Just so it's clear, I am not recommending this thing as a primary hedge trimmer for a pro landscaper, but to supplement your gas-fired units, it's nice to have for light duty trimming.

Keith
12-18-2011, 12:13 AM
I've always thought Little Wonder would eventually have one since they are so heavy into the electric market.

Landscape Poet
12-18-2011, 08:40 AM
Try some PGR's

I have not tried these yet. Something about them scares me;) How healthy can it be to stunt the growth of a plant on purpose?

Keith
12-18-2011, 10:46 AM
I use Cutless on some stuff. I've noticed it works better on some things than others. It worked really well on viburnum.

Tri-City Outdoors
12-18-2011, 11:41 AM
I have not tried these yet. Something about them scares me;) How healthy can it be to stunt the growth of a plant on purpose?

Used correctly, PGR's can save you a lot of time during the peak of the season. We use a combination of cutless, atrimic, and embark. It take some time testing to see what works best.
Start using them in the spring. we only trim about every 4 weeks, maybe 6 or 8 sometimes.

After about a year of using them. The plant become very compact. If you use to much the plant can turn brown and defoliate. As far as health goes. If you quit using them.
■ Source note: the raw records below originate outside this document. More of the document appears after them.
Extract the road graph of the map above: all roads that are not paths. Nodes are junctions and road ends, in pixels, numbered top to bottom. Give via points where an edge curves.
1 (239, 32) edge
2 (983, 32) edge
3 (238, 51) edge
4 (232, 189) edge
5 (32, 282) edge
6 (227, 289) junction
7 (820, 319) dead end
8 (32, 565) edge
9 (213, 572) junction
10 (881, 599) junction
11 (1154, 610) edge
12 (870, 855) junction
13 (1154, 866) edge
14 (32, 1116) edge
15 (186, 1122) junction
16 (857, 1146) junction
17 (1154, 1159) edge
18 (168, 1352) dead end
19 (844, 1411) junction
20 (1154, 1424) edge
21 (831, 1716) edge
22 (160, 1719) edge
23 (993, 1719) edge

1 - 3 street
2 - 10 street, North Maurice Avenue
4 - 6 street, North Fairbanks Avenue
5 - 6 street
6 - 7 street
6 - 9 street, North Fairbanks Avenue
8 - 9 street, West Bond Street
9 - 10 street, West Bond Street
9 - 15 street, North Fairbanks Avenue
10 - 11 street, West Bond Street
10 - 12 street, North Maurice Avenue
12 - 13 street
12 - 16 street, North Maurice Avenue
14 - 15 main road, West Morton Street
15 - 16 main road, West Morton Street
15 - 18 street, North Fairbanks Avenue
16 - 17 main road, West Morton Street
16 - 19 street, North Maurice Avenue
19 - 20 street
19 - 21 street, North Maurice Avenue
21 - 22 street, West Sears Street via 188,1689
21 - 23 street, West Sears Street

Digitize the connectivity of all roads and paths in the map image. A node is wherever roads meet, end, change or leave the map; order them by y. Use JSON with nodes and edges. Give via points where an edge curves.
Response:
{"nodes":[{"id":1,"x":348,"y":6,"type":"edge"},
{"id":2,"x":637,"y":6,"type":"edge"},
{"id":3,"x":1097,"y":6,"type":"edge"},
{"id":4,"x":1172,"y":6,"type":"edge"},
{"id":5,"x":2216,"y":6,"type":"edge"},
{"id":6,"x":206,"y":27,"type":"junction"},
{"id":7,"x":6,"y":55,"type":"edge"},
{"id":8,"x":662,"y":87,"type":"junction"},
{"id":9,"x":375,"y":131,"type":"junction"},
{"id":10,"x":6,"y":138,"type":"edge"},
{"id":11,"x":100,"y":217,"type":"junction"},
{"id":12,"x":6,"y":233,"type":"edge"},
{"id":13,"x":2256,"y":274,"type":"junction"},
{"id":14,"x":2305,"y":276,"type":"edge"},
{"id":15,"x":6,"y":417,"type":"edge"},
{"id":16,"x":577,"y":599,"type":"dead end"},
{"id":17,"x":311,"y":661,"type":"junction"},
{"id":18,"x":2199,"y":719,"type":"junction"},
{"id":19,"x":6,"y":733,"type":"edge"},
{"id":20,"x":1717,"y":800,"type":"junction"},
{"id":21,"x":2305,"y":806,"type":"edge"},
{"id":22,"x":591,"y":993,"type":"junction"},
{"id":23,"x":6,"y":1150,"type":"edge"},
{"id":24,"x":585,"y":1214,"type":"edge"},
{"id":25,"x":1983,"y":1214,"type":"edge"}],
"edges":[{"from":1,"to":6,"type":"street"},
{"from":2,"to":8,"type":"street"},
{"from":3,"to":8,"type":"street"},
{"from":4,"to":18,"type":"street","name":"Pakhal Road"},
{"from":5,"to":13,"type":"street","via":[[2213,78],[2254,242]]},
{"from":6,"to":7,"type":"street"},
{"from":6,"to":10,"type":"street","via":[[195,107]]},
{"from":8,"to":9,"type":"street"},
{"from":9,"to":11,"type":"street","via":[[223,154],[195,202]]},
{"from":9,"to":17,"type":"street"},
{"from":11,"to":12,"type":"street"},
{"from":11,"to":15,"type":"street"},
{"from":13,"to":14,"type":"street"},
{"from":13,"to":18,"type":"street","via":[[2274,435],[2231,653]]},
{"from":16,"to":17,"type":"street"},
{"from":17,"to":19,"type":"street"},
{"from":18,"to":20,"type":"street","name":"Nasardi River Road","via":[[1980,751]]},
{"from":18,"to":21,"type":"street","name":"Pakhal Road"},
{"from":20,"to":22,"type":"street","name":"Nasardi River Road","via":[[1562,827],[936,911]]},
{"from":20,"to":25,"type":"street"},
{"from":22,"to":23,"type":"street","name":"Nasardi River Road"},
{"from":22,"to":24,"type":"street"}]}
The plant will have a lot of full growth and seems very healthy.

Overall it saves you fert. and you can lower the amount of irrigation. When you do trim there is less debris. The time you save you can move on to the next job. To us this is the biggest benefit.

We do not use a battery trimmer. however we do use a manual hedge trimmer for touch ups.

shepoutside
12-19-2011, 09:29 AM
We use a battery trimmer, B&D 18 volt, as well as manual hedge trimmer for touch ups, and small hedge jobs. Battery life is great, and we have a few batteries, as it's the same as all the other cordless tools we have in the shop. Not very often we use the gas trimmer to be honest.